What is Coaching Intake Assessment?
Structured intake surveys capture a client's goals, current challenges, and readiness for change before the first coaching session, enabling targeted program design. By establishing a baseline across motivation, obstacles, and desired outcomes, the intake creates a shared reference point that coaches and clients revisit throughout the engagement. Use alongside the Discovery Call Qualifier and Ready to Invest in Coaching assessment for a complete client onboarding workflow.
Why This Matters
Program personalization drives outcomes
According to the International Coaching Federation (ICF) Global Coaching Study, clients who receive personalized coaching programs report 65% higher goal attainment than those in generic frameworks. The intake survey is the primary input for that personalization, translating vague aspirations into measurable objectives.
Expectation alignment prevents early attrition
ICF data shows that 28% of coaching engagements end before the third session, most often because of misaligned expectations. A thorough intake surfaces unrealistic timelines, unstated assumptions, and scope mismatches before they become reasons to quit.
Progress measurement requires a baseline
Without a documented starting point, neither coach nor client can objectively assess progress at the midpoint or end of an engagement. Intake responses serve as the "before" snapshot that makes 90-day reviews meaningful rather than anecdotal.
Common Mistakes
Making the intake too long
An intake survey with 40+ questions creates friction before the relationship has earned trust. Effective intakes cover 10 to 15 high-signal questions that take under 15 minutes. Depth comes from the first session conversation, not the form.

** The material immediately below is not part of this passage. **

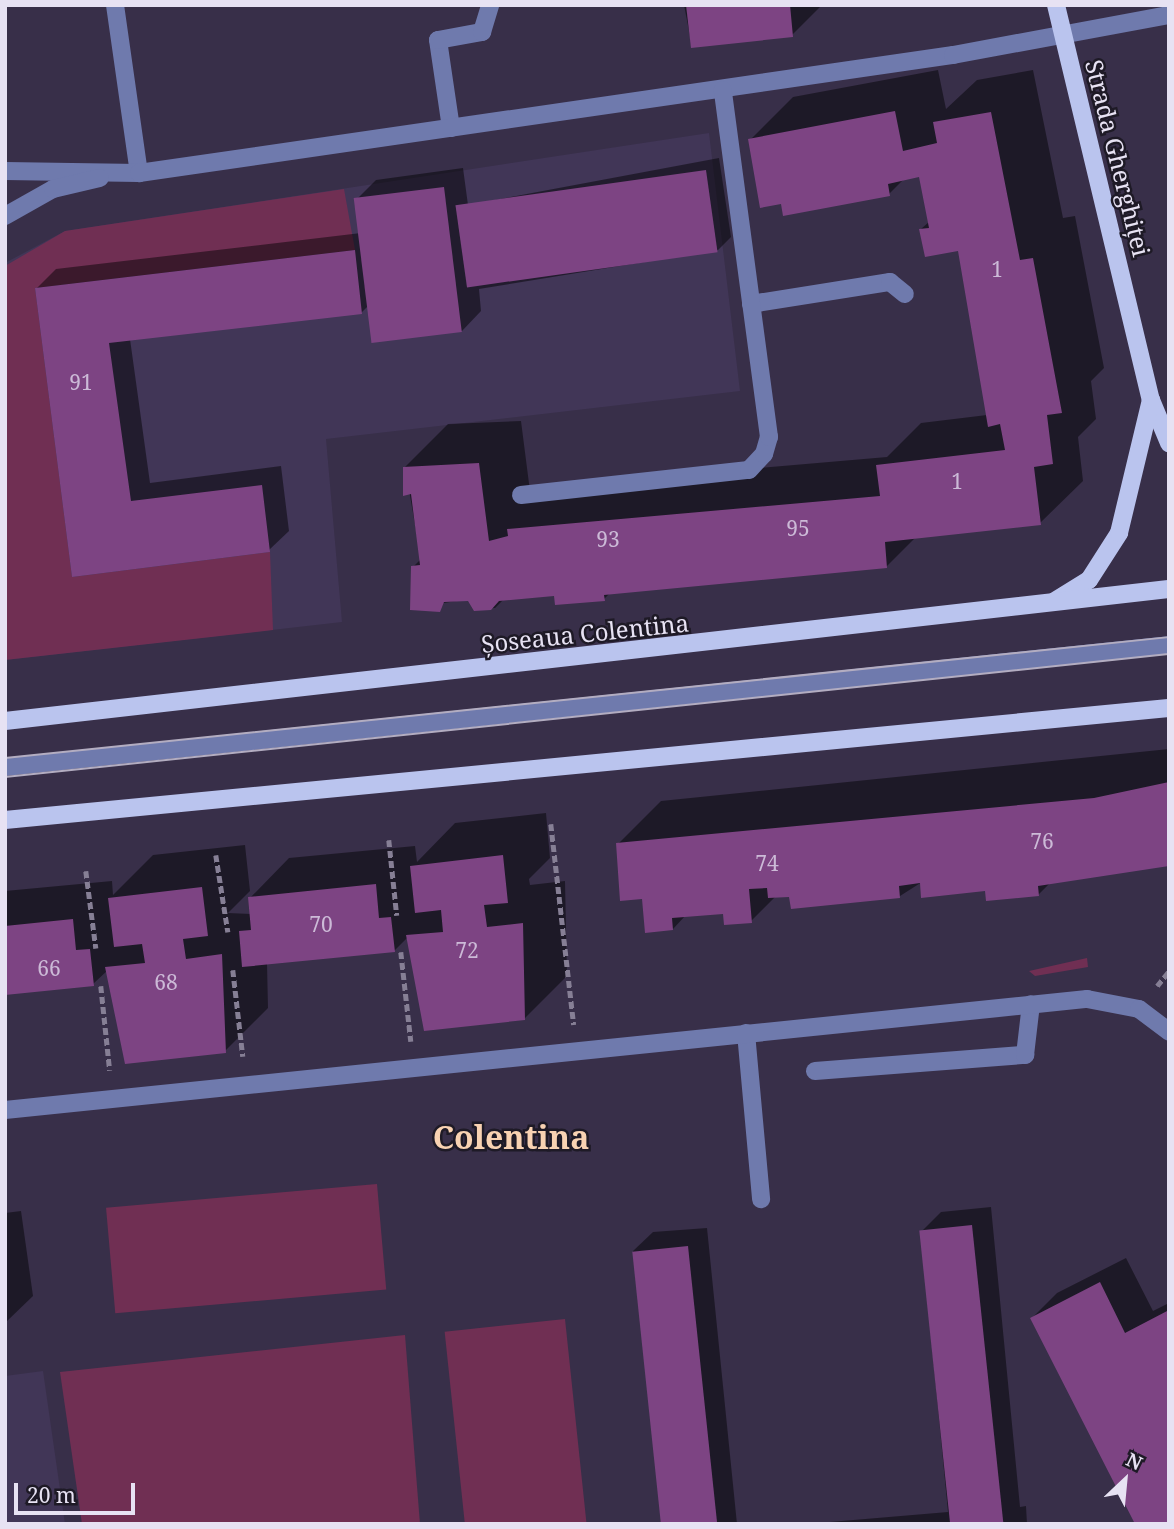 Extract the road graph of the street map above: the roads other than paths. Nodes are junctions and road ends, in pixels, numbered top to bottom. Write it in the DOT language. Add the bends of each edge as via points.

Asking closed-ended questions only
Yes/no and multiple-choice questions are easy to analyze but miss the nuance that makes coaching effective. Including 3 to 5 open-ended prompts ("Describe what success looks like in 6 months") yields the qualitative insight that shapes program design.
Not revisiting intake goals mid-engagement
Client priorities shift as awareness grows. An intake completed in week one may not reflect what matters most by week eight. Scheduling a formal intake review at the midpoint keeps the engagement aligned with evolving goals.